Extracted records section start

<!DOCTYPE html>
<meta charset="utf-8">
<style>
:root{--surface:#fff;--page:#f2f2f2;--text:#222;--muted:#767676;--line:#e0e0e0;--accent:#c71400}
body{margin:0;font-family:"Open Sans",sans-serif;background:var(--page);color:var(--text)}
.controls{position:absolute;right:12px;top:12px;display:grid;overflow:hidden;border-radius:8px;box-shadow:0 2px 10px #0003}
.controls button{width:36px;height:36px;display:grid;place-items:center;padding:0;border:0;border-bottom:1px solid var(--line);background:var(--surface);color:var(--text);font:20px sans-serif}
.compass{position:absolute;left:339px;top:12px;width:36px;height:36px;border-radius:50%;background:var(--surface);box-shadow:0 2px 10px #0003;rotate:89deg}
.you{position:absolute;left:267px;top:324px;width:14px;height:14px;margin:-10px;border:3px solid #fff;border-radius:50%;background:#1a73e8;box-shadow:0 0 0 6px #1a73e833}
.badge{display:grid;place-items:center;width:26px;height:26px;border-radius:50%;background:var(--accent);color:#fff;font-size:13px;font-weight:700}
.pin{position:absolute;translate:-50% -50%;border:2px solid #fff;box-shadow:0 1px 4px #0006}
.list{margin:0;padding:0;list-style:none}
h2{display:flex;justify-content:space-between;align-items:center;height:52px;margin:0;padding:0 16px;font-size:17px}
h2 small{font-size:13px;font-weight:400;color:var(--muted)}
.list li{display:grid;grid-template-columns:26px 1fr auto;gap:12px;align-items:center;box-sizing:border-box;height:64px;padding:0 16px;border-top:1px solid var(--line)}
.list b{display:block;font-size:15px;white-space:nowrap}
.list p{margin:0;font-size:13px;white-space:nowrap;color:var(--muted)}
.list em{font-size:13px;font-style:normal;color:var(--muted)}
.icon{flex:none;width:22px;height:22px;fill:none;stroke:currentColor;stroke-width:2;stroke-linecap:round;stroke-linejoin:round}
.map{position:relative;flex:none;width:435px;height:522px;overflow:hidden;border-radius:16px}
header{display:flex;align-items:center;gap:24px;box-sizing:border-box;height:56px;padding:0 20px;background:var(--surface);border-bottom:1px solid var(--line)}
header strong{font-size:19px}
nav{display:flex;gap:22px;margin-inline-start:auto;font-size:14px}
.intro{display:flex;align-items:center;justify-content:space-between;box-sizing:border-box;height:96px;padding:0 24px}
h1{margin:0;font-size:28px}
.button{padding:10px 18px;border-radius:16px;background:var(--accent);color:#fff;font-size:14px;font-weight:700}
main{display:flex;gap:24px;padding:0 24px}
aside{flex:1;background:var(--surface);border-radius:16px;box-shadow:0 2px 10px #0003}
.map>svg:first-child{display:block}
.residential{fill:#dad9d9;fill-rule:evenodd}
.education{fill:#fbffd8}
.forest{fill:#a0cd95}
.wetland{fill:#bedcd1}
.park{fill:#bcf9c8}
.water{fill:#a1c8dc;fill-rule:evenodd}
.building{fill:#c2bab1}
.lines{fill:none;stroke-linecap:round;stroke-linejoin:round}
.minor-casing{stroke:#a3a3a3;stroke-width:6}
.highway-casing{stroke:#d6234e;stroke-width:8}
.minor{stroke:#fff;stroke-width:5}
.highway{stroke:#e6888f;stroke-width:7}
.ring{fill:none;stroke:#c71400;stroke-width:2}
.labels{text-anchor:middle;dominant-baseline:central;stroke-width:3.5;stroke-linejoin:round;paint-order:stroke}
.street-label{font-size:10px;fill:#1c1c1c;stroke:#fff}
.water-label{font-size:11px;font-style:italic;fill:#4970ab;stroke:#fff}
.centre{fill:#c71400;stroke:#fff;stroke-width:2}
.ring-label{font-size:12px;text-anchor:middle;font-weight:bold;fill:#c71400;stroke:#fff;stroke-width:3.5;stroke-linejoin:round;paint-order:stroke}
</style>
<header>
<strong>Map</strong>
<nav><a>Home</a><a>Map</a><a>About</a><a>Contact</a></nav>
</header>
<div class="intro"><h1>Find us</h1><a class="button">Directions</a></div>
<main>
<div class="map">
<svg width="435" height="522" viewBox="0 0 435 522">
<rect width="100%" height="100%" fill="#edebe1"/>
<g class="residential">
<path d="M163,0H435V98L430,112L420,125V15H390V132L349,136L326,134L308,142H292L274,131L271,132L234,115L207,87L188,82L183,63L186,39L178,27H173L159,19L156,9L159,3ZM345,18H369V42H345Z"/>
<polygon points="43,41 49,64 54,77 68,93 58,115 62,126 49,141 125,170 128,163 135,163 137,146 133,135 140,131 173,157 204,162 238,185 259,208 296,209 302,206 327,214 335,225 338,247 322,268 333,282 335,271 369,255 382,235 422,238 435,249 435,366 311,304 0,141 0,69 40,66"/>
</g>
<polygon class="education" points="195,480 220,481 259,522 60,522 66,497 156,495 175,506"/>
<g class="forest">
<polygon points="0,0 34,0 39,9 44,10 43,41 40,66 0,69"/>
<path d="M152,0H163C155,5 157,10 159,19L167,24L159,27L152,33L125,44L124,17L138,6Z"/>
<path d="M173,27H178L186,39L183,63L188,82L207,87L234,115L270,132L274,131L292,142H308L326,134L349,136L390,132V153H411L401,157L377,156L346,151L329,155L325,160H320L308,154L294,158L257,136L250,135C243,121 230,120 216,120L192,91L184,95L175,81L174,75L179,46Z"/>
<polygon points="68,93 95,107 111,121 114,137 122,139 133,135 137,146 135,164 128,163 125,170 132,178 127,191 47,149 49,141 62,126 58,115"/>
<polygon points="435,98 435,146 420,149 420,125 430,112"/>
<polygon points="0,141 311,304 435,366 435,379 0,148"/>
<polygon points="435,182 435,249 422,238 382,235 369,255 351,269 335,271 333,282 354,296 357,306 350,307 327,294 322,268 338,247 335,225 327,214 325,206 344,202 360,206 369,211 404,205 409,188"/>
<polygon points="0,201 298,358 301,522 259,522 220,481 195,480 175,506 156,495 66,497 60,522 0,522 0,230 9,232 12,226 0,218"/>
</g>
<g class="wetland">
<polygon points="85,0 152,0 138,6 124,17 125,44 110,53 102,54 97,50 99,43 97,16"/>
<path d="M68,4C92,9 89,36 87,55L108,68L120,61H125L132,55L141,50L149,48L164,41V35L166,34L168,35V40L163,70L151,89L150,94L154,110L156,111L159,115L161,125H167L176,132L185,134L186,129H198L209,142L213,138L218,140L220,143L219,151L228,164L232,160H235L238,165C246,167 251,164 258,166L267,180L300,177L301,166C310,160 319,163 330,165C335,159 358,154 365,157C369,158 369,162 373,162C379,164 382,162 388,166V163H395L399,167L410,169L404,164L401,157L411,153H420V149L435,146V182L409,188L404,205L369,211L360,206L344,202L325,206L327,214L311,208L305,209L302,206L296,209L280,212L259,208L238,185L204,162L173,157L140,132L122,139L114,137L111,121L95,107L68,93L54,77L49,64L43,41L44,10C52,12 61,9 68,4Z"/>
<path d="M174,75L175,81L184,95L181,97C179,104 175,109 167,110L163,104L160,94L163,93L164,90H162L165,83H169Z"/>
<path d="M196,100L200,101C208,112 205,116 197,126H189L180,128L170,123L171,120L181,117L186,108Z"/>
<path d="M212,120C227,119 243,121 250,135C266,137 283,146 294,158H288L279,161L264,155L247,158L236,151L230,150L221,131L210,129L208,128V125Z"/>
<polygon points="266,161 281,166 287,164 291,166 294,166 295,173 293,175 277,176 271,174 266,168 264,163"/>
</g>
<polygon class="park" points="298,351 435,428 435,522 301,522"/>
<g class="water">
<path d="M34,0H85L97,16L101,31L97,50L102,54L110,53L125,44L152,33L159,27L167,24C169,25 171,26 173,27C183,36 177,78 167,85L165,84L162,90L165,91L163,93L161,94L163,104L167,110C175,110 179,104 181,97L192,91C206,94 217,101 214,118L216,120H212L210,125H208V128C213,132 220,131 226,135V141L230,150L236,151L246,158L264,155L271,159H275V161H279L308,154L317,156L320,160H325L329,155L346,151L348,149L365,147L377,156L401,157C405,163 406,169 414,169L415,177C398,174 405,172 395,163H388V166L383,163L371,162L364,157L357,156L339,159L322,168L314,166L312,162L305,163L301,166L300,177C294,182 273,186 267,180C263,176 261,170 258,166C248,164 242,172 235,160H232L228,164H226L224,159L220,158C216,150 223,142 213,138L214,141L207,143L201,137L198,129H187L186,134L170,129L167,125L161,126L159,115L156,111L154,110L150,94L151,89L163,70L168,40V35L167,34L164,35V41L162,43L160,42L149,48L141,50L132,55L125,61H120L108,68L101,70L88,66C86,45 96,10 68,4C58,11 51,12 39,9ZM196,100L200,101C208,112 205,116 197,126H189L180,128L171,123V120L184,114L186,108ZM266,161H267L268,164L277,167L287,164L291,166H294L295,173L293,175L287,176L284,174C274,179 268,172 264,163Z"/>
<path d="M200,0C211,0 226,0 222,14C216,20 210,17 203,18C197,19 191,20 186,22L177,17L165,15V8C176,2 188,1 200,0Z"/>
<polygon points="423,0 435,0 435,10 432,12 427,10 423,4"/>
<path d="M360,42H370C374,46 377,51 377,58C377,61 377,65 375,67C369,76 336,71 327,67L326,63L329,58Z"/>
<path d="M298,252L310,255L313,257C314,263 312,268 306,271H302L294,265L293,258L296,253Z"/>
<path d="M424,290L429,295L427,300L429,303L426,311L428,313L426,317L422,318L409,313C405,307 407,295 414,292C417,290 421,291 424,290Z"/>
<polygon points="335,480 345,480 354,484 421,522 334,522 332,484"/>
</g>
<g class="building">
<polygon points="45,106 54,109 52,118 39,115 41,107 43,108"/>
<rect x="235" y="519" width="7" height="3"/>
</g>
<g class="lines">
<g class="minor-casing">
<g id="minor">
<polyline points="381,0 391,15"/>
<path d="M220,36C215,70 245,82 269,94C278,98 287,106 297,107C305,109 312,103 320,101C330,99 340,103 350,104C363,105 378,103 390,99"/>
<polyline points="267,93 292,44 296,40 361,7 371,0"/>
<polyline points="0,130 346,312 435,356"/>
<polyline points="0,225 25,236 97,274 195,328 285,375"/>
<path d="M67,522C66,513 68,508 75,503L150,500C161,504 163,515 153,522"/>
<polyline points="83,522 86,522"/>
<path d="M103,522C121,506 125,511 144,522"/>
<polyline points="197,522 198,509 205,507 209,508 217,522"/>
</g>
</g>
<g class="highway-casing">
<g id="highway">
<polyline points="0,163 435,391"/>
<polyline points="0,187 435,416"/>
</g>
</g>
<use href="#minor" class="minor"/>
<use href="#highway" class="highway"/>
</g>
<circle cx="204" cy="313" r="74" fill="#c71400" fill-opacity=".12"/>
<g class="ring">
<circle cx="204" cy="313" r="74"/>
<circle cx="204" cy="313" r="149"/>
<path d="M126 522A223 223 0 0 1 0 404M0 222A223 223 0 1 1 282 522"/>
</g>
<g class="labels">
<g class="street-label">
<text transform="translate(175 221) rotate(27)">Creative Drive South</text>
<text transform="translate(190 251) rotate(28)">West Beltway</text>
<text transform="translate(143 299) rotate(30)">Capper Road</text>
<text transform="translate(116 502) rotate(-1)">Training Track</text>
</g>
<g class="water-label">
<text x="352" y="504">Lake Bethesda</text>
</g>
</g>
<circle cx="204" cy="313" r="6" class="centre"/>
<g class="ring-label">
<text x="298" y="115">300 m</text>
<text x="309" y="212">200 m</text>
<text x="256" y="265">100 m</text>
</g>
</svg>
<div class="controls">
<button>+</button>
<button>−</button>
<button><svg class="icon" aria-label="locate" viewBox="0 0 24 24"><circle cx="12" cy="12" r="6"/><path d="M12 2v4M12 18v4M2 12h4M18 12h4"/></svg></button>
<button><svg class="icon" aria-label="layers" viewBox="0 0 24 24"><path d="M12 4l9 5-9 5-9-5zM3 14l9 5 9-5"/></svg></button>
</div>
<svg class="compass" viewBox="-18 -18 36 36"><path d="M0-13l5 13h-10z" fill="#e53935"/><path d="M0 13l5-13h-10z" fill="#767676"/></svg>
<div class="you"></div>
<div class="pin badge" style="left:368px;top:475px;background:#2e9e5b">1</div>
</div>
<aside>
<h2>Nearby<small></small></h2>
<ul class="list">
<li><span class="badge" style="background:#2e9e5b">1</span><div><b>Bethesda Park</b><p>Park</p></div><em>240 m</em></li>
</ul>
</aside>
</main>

Extracted records section end
Extracted records section start

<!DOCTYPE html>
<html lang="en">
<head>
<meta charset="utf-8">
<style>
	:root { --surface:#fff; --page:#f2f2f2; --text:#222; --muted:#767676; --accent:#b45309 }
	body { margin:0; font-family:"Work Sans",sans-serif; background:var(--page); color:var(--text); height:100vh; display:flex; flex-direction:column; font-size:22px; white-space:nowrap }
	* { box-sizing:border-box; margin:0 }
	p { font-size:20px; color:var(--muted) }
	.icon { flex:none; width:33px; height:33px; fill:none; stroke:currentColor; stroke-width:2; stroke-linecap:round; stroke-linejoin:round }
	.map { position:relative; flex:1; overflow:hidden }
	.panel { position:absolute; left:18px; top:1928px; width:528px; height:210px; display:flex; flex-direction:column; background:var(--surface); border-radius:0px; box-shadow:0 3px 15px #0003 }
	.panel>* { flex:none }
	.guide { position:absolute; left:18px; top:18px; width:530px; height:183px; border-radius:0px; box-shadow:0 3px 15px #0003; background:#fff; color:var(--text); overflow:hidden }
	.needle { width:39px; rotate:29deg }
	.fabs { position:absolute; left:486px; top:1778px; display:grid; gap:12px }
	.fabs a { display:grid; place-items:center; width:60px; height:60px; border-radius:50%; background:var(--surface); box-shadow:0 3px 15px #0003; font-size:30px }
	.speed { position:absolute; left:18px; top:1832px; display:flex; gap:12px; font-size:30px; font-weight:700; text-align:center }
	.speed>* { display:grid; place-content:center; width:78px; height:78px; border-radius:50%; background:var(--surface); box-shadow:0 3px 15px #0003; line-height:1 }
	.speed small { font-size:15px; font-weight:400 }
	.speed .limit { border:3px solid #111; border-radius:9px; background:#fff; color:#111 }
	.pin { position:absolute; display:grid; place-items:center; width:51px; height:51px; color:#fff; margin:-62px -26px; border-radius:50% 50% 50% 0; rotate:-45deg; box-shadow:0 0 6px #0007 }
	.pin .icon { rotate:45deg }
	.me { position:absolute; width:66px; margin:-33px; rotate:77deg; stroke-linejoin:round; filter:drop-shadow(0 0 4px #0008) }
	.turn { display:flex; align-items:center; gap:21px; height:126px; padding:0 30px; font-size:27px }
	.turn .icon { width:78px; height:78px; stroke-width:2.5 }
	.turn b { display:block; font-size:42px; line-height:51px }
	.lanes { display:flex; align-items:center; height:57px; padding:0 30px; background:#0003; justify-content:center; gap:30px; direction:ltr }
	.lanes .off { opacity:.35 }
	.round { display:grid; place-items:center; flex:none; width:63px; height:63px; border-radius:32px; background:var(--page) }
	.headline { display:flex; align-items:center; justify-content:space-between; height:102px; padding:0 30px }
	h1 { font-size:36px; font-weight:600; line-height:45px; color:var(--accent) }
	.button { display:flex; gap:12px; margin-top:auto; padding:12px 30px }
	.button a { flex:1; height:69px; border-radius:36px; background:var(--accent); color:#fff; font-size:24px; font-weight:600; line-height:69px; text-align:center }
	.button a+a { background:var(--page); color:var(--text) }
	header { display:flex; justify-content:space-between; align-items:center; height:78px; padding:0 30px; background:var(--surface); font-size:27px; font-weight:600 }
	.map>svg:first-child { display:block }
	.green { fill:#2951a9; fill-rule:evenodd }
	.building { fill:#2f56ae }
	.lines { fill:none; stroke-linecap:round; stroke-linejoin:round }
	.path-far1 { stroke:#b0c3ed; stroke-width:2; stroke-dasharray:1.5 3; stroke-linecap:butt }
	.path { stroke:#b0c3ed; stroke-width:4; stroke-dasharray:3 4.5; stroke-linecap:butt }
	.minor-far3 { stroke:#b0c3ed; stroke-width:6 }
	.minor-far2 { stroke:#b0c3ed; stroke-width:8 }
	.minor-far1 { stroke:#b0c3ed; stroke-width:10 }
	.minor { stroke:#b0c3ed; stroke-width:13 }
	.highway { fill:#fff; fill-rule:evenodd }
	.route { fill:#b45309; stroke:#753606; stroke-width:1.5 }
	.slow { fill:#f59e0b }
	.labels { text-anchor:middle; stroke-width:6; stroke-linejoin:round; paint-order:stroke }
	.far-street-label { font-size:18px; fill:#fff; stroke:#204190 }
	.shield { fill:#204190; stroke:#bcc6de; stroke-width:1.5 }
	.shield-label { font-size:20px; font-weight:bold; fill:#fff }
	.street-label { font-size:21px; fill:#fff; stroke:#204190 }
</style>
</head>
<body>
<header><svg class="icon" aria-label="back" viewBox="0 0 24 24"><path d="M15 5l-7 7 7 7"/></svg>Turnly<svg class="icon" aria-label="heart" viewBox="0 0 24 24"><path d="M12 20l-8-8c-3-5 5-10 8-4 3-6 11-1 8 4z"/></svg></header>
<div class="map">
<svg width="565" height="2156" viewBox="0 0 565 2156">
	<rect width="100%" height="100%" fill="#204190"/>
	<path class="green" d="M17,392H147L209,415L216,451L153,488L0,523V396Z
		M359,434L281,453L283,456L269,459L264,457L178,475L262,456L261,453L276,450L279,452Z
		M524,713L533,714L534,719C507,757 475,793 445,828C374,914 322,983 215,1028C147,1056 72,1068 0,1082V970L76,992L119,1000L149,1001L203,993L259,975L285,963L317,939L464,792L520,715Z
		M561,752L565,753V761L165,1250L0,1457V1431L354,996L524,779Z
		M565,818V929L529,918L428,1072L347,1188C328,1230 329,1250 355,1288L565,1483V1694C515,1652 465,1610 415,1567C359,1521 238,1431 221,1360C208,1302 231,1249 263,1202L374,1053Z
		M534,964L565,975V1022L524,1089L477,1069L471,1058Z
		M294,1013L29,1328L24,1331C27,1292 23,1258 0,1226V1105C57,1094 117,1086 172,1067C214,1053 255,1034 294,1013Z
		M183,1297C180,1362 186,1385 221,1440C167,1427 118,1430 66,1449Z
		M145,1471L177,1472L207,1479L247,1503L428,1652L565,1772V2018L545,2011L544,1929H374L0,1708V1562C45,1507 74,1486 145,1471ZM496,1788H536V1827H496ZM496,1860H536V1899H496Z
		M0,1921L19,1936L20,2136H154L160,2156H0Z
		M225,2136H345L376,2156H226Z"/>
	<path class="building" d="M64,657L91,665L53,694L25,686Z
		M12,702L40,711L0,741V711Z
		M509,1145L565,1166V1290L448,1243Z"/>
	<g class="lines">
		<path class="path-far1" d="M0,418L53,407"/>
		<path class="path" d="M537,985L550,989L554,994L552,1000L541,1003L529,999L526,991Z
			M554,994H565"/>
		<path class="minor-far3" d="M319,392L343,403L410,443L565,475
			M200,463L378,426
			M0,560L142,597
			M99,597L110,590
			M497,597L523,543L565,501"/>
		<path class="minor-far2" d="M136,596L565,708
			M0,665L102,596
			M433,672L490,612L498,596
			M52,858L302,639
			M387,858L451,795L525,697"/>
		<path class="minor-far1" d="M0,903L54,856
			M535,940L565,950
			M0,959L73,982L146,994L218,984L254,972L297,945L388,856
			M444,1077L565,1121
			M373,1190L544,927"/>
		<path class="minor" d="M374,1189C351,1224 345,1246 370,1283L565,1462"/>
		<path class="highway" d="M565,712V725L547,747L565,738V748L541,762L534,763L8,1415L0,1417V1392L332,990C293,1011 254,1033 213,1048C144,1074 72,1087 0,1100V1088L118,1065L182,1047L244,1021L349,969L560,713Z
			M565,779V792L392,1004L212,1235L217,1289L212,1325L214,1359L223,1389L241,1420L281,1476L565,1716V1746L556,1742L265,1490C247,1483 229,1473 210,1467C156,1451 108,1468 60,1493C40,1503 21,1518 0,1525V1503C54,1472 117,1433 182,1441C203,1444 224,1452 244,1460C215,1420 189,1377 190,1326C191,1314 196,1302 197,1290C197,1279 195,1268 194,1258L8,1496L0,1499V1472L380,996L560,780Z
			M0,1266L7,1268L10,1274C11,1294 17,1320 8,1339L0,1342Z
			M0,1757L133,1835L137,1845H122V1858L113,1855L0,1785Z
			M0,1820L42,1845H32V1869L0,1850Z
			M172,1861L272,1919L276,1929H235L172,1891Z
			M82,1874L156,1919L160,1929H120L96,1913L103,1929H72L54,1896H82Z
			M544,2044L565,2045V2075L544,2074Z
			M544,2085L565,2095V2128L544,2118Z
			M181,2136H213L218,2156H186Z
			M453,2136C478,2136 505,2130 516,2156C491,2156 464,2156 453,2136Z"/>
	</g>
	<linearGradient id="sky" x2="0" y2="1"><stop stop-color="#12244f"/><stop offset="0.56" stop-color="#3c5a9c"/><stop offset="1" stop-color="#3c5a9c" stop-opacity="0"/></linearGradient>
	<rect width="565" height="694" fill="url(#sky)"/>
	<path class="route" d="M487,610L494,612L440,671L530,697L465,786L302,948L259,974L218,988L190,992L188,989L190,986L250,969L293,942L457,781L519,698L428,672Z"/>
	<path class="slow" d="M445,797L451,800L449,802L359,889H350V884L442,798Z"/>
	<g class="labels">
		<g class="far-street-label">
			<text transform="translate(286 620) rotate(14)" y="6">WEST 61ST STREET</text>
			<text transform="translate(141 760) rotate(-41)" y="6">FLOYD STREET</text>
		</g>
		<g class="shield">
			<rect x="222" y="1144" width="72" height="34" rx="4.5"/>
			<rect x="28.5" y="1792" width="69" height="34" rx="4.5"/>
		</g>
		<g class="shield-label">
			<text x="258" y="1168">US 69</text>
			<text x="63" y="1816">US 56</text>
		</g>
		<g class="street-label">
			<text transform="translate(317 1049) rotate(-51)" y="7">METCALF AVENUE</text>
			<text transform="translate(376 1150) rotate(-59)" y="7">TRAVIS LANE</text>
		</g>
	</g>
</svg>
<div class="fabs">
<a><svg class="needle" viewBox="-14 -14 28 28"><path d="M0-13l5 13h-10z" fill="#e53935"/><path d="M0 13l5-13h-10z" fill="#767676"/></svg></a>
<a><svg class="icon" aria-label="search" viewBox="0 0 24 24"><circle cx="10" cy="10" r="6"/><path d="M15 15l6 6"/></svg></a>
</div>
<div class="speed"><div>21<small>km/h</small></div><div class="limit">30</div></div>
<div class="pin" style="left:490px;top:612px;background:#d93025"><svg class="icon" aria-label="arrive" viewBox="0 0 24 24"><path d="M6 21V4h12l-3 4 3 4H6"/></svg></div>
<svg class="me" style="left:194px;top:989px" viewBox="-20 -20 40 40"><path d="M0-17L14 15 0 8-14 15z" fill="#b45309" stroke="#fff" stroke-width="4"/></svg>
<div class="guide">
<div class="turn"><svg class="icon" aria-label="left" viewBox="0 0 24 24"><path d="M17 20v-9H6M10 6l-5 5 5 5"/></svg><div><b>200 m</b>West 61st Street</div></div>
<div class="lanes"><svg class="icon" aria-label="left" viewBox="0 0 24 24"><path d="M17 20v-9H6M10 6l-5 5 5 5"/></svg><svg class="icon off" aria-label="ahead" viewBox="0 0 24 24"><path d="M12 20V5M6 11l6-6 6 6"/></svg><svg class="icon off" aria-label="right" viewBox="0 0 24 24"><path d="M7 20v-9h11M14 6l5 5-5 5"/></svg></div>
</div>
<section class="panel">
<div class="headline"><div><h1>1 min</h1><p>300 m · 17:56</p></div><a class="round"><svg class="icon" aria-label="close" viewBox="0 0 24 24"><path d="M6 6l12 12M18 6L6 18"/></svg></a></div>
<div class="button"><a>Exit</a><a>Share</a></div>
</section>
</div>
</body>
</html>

Extracted records section end

## [Problem]
Say how many lines of the records contain the word "speed", and give no other output.

## [Final answer]
5